### Problem to work on
If any record holds an image, omit the image and print the rest exactly.

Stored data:
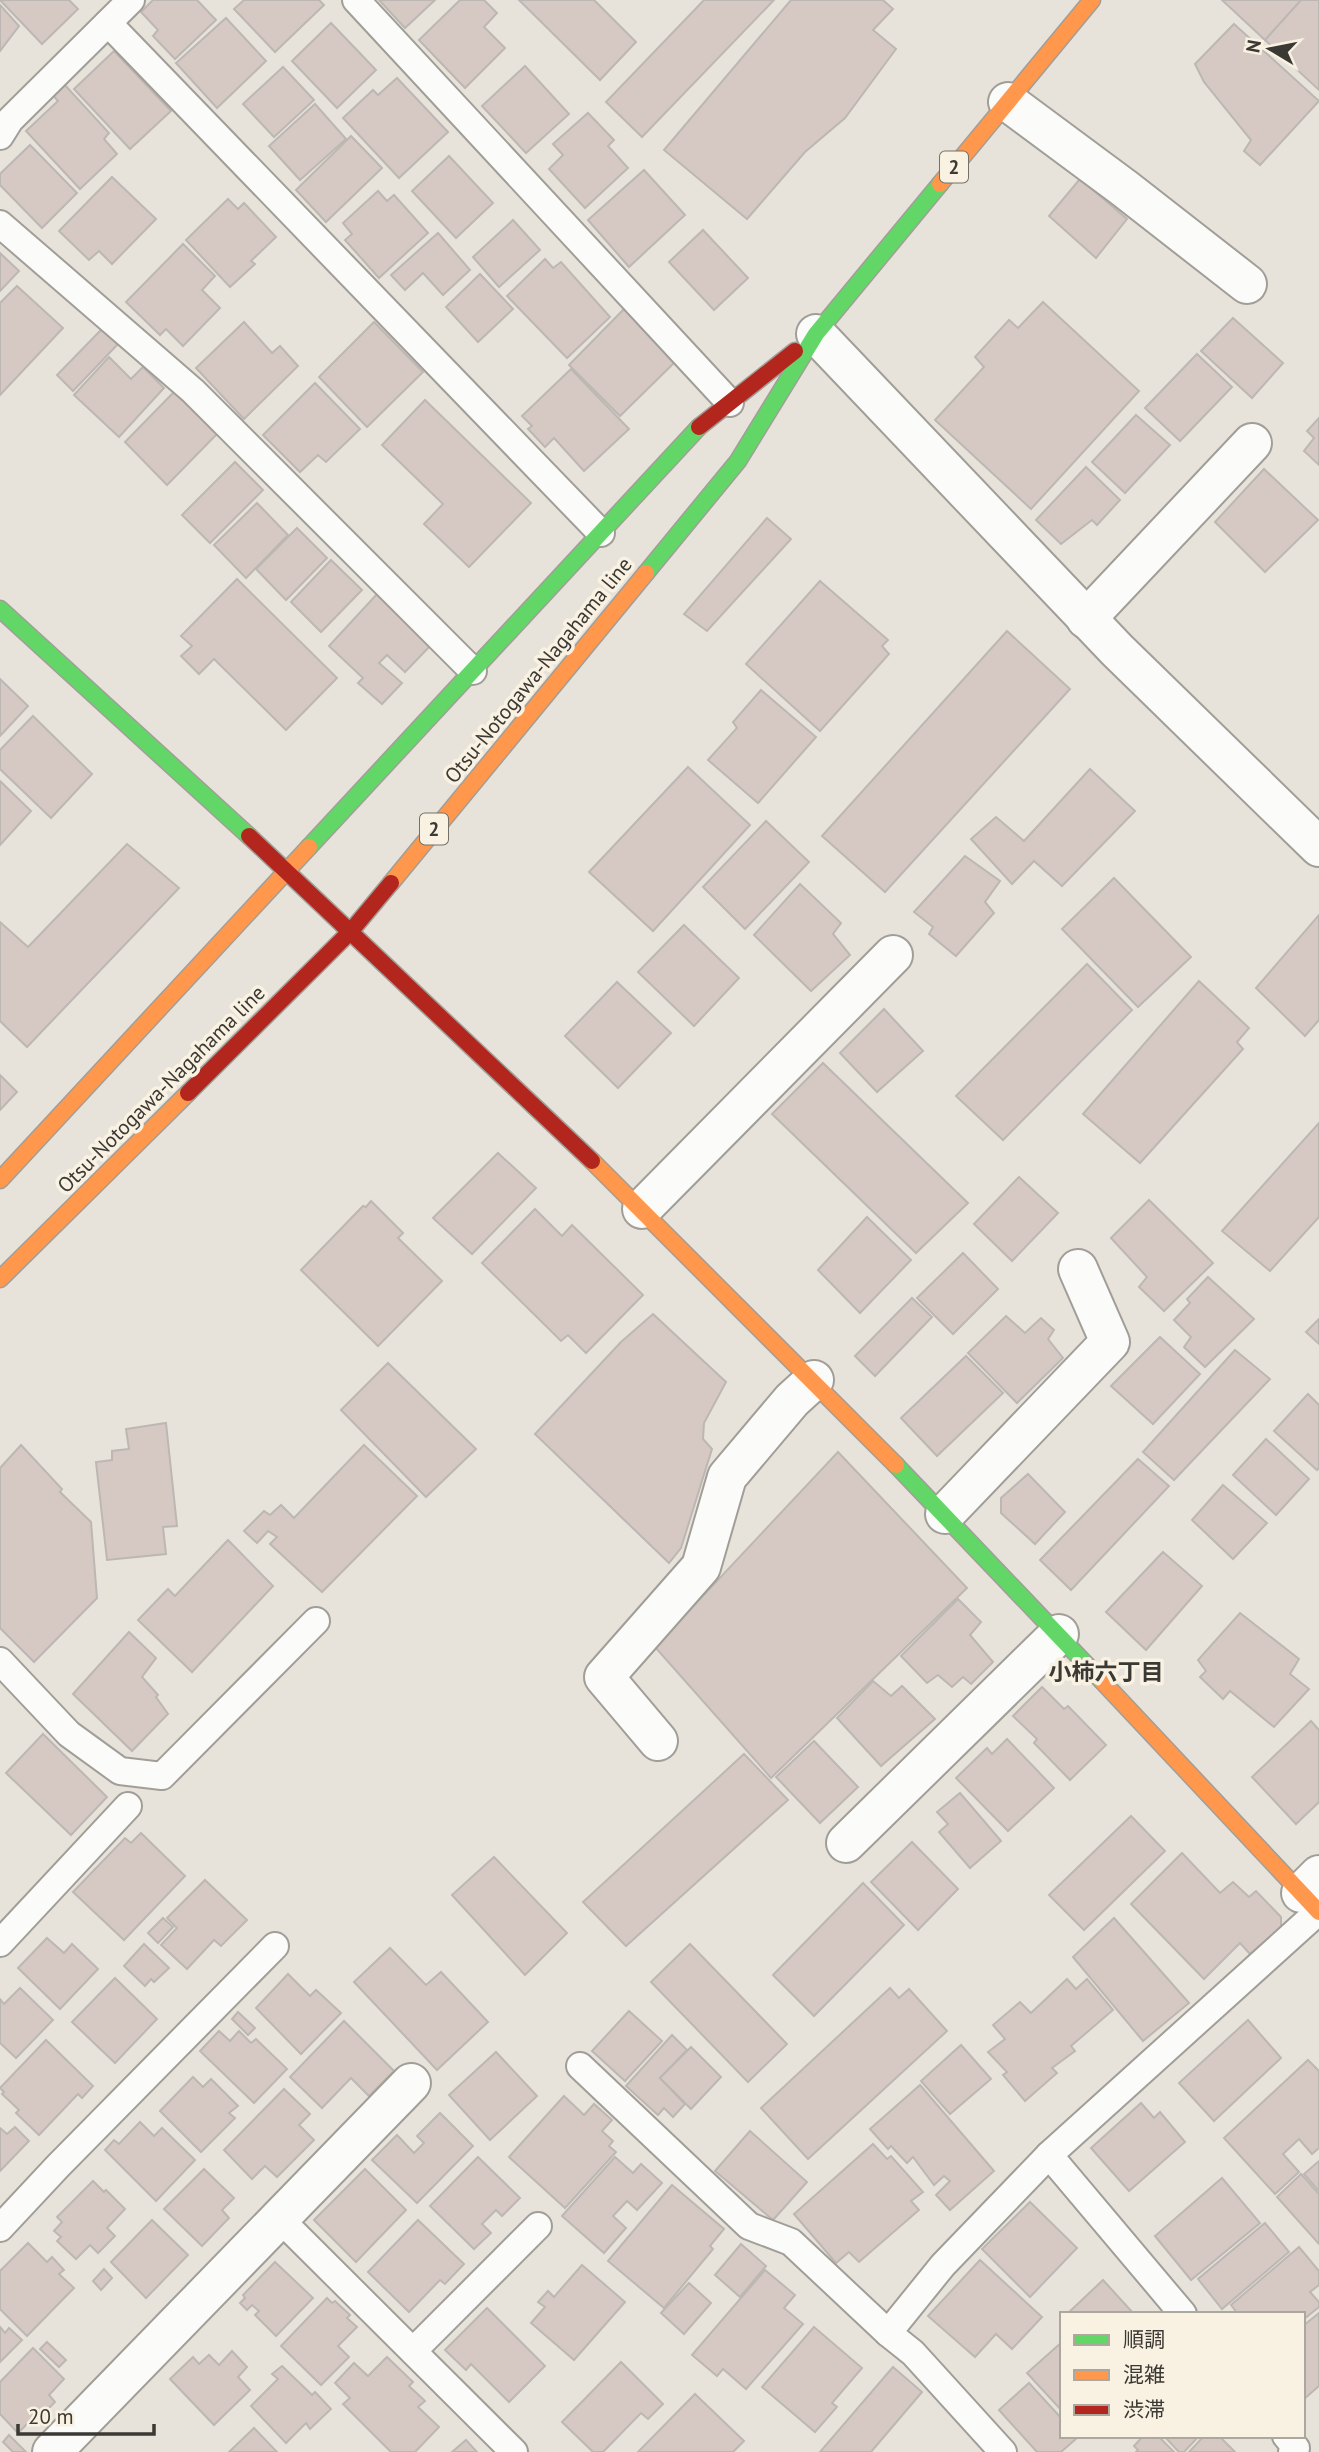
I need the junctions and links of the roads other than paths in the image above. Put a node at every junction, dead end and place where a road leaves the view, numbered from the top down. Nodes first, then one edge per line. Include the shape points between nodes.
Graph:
1 (131, 0) edge
2 (356, 0) edge
3 (1092, 0) edge
4 (108, 23) junction
5 (1008, 102) junction
6 (0, 136) edge
7 (0, 224) edge
8 (1247, 284) dead end
9 (816, 334) junction
10 (730, 403) junction
11 (1252, 443) dead end
12 (601, 533) junction
13 (0, 608) edge
14 (1086, 619) junction
15 (473, 671) junction
16 (1319, 847) edge
17 (288, 871) junction
18 (351, 931) junction
19 (893, 955) dead end
20 (0, 1180) edge
21 (642, 1209) junction
22 (1077, 1269) dead end
23 (0, 1279) edge
24 (814, 1380) junction
25 (946, 1514) junction
26 (316, 1621) dead end
27 (1059, 1634) junction
28 (0, 1661) edge
29 (659, 1741) dead end
30 (128, 1805) dead end
31 (846, 1843) dead end
32 (1314, 1898) edge
33 (0, 1943) edge
34 (275, 1946) dead end
35 (580, 2066) dead end
36 (411, 2083) dead end
37 (1049, 2155) junction
38 (281, 2220) junction
39 (538, 2226) dead end
40 (0, 2228) edge
41 (1181, 2312) edge
42 (888, 2333) junction
43 (413, 2351) junction
44 (52, 2452) edge
45 (514, 2452) edge
46 (1003, 2452) edge

1 - 4 lane
2 - 10 lane
3 - 5 main road, Otsu-Notogawa-Nagahama line / 2
4 - 6 lane via 10,120
4 - 12 lane
5 - 8 street
5 - 9 main road, Otsu-Notogawa-Nagahama line / 2
7 - 15 lane via 193,391
9 - 10 main road, Otsu-Notogawa-Nagahama line / 2
9 - 14 street
9 - 18 main road, Otsu-Notogawa-Nagahama line / 2 via 738,461
10 - 12 main road, Otsu-Notogawa-Nagahama line / 2 via 699,426
11 - 14 street
12 - 15 main road, Otsu-Notogawa-Nagahama line / 2
13 - 17 main road
14 - 16 street
15 - 17 main road, Otsu-Notogawa-Nagahama line / 2
17 - 18 main road
17 - 20 main road, Otsu-Notogawa-Nagahama line / 2
18 - 21 main road
18 - 23 main road, Otsu-Notogawa-Nagahama line / 2
19 - 21 street
21 - 24 main road
22 - 25 street via 1110,1342
24 - 25 main road
24 - 29 street via 727,1476 701,1567 604,1678
25 - 27 main road
26 - 28 lane via 162,1776 120,1771 69,1734
27 - 31 street
27 - 32 main road
30 - 33 lane
32 - 37 lane
34 - 40 lane
35 - 42 lane via 749,2226 791,2242
36 - 38 street
37 - 41 lane
37 - 42 lane via 943,2265
38 - 43 lane
38 - 44 street
39 - 43 lane
42 - 46 lane via 913,2353
43 - 45 lane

### Solution for this problem
I need the junctions and links of the roads other than paths in the image above. Put a node at every junction, dead end and place where a road leaves the view, numbered from the top down. Nodes first, then one edge per line. Include the shape points between nodes.
Graph:
1 (131, 0) edge
2 (356, 0) edge
3 (1092, 0) edge
4 (108, 23) junction
5 (1008, 102) junction
6 (0, 136) edge
7 (0, 224) edge
8 (1247, 284) dead end
9 (816, 334) junction
10 (730, 403) junction
11 (1252, 443) dead end
12 (601, 533) junction
13 (0, 608) edge
14 (1086, 619) junction
15 (473, 671) junction
16 (1319, 847) edge
17 (288, 871) junction
18 (351, 931) junction
19 (893, 955) dead end
20 (0, 1180) edge
21 (642, 1209) junction
22 (1077, 1269) dead end
23 (0, 1279) edge
24 (814, 1380) junction
25 (946, 1514) junction
26 (316, 1621) dead end
27 (1059, 1634) junction
28 (0, 1661) edge
29 (659, 1741) dead end
30 (128, 1805) dead end
31 (846, 1843) dead end
32 (1314, 1898) edge
33 (0, 1943) edge
34 (275, 1946) dead end
35 (580, 2066) dead end
36 (411, 2083) dead end
37 (1049, 2155) junction
38 (281, 2220) junction
39 (538, 2226) dead end
40 (0, 2228) edge
41 (1181, 2312) edge
42 (888, 2333) junction
43 (413, 2351) junction
44 (52, 2452) edge
45 (514, 2452) edge
46 (1003, 2452) edge

1 - 4 lane
2 - 10 lane
3 - 5 main road, Otsu-Notogawa-Nagahama line / 2
4 - 6 lane via 10,120
4 - 12 lane
5 - 8 street
5 - 9 main road, Otsu-Notogawa-Nagahama line / 2
7 - 15 lane via 193,391
9 - 10 main road, Otsu-Notogawa-Nagahama line / 2
9 - 14 street
9 - 18 main road, Otsu-Notogawa-Nagahama line / 2 via 738,461
10 - 12 main road, Otsu-Notogawa-Nagahama line / 2 via 699,426
11 - 14 street
12 - 15 main road, Otsu-Notogawa-Nagahama line / 2
13 - 17 main road
14 - 16 street
15 - 17 main road, Otsu-Notogawa-Nagahama line / 2
17 - 18 main road
17 - 20 main road, Otsu-Notogawa-Nagahama line / 2
18 - 21 main road
18 - 23 main road, Otsu-Notogawa-Nagahama line / 2
19 - 21 street
21 - 24 main road
22 - 25 street via 1110,1342
24 - 25 main road
24 - 29 street via 727,1476 701,1567 604,1678
25 - 27 main road
26 - 28 lane via 162,1776 120,1771 69,1734
27 - 31 street
27 - 32 main road
30 - 33 lane
32 - 37 lane
34 - 40 lane
35 - 42 lane via 749,2226 791,2242
36 - 38 street
37 - 41 lane
37 - 42 lane via 943,2265
38 - 43 lane
38 - 44 street
39 - 43 lane
42 - 46 lane via 913,2353
43 - 45 lane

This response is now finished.